- [Exercise requirements] Go through the data underneath and report how many lines hold the string "Cinkarniška", giving only the number.

BEGIN

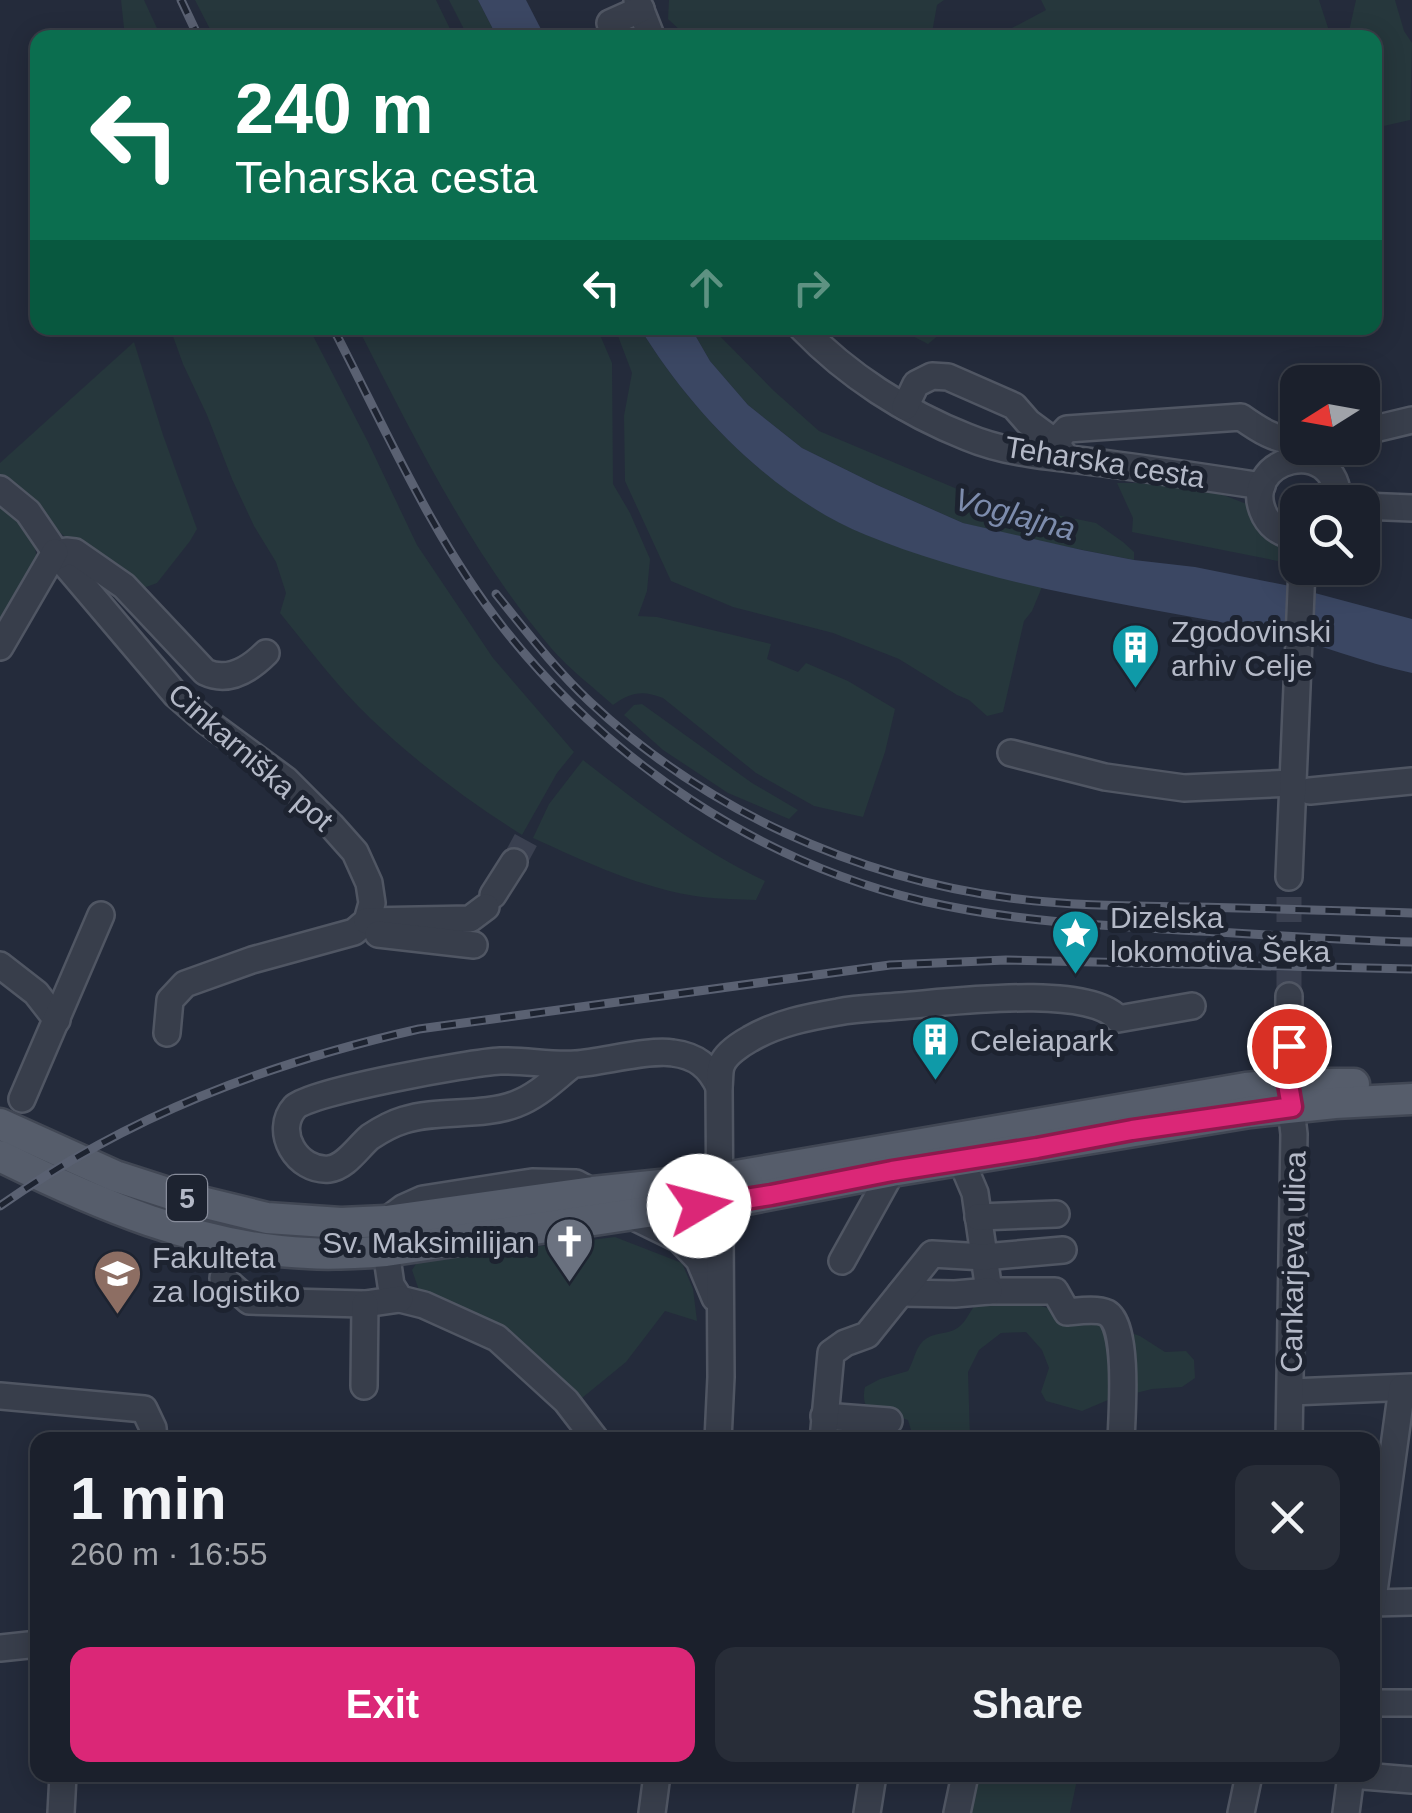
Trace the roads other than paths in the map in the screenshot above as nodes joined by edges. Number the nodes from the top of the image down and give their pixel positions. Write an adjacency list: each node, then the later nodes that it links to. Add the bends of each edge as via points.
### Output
1 (639, 5): 2 (street, via 610,22); 3 (street)
2 (612, 30)
3 (649, 30)
4 (809, 335): 5 (street, Teharska cesta)
5 (905, 407): 9 (street, Teharska cesta, via 969,438 1025,453); 9 (street, via 916,384 948,377 1014,406)
6 (1412, 420): 7 (street)
7 (1380, 428)
8 (1280, 438): 9 (street, via 1241,417 1067,429)
9 (1061, 451): 11 (street, Teharska cesta)
10 (1336, 485): 11 (street, via 1326,469 1302,459 1278,466)
11 (1262, 486): 15 (street, via 1262,511)
12 (0, 489): 16 (street, Cinkarniška pot, via 28,512)
13 (1380, 507): 14 (street)
14 (1412, 508)
15 (1280, 532)
16 (57, 554): 18 (street); 19 (street, via 75,552 124,586 217,678); 26 (street, Cinkarniška pot, via 176,695 286,780 356,852 372,902)
17 (1301, 585): 22 (street)
18 (0, 646)
19 (266, 654)
20 (1011, 753): 22 (street, via 1184,788)
21 (1412, 781): 22 (street)
22 (1302, 787): 24 (street)
23 (514, 862): 26 (street, via 470,919)
24 (1290, 877)
25 (100, 915): 31 (street)
26 (360, 927): 27 (street); 32 (street, via 184,984 170,1000)
27 (474, 945)
28 (0, 965): 31 (street)
29 (1290, 996): 36 (street)
30 (1192, 1006): 35 (street, via 1118,1020 1074,1001 1027,998 842,1011 748,1040 722,1064)
31 (57, 1020): 37 (street)
32 (167, 1034)
33 (572, 1065): 33 (street, via 497,1061 327,1092 296,1104 285,1122 287,1143 314,1167 332,1169 404,1120 512,1106); 35 (street, via 669,1052 698,1060)
34 (1412, 1084): 36 (main road, 5)
35 (719, 1087): 43 (street)
36 (1290, 1096): 38 (main road, 5); 41 (main road, 5); 43 (main road, 5, via 1226,1091); 59 (street, Cankarjeva ulica)
37 (22, 1099)
38 (1412, 1099)
39 (0, 1124): 47 (main road, 5, via 176,1196)
40 (0, 1156): 47 (main road, 5, via 100,1202 220,1240 344,1254)
41 (961, 1160): 42 (main road, 5); 46 (street)
42 (892, 1171): 43 (main road, 5); 50 (street)
43 (720, 1192): 45 (main road, 5); 47 (main road, 5, via 593,1192); 56 (street)
44 (1056, 1214): 46 (street)
45 (630, 1215): 47 (main road, 5); 56 (street, via 679,1239 699,1260)
46 (978, 1217): 49 (street)
47 (386, 1236): 54 (street, via 391,1285)
48 (1064, 1250): 49 (street)
49 (984, 1257): 52 (street); 53 (street, via 932,1254)
50 (842, 1262)
51 (223, 1278): 55 (street, via 249,1301)
52 (989, 1291): 53 (street); 66 (street, via 1054,1291 1067,1312 1112,1316 1122,1343)
53 (901, 1293): 62 (street, via 867,1335 830,1353)
54 (400, 1299): 55 (street); 64 (street, via 497,1338)
55 (366, 1304): 57 (street)
56 (721, 1316): 65 (street)
57 (364, 1386)
58 (1407, 1388): 59 (street); 68 (street)
59 (1291, 1392): 67 (street, Cankarjeva ulica)
60 (0, 1396): 63 (street, via 144,1409)
61 (889, 1422): 62 (street)
62 (824, 1428)
63 (153, 1432)
64 (590, 1432)
65 (718, 1432)
66 (1121, 1432)
67 (1289, 1432)
68 (1380, 1549)
69 (1412, 1602): 70 (street)
70 (1380, 1604)
71 (30, 1645): 72 (street)
72 (0, 1648)
73 (1380, 1703): 74 (street)
74 (1412, 1703)
75 (1380, 1777): 76 (street)
76 (1412, 1780)
77 (63, 1782): 83 (street)
78 (656, 1782): 84 (street)
79 (872, 1782): 85 (street)
80 (963, 1782): 86 (street)
81 (1248, 1782): 87 (street)
82 (1350, 1782): 88 (street)
83 (61, 1813)
84 (652, 1813)
85 (867, 1813)
86 (957, 1813)
87 (1241, 1813)
88 (1346, 1813)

END

- [Task answer] 2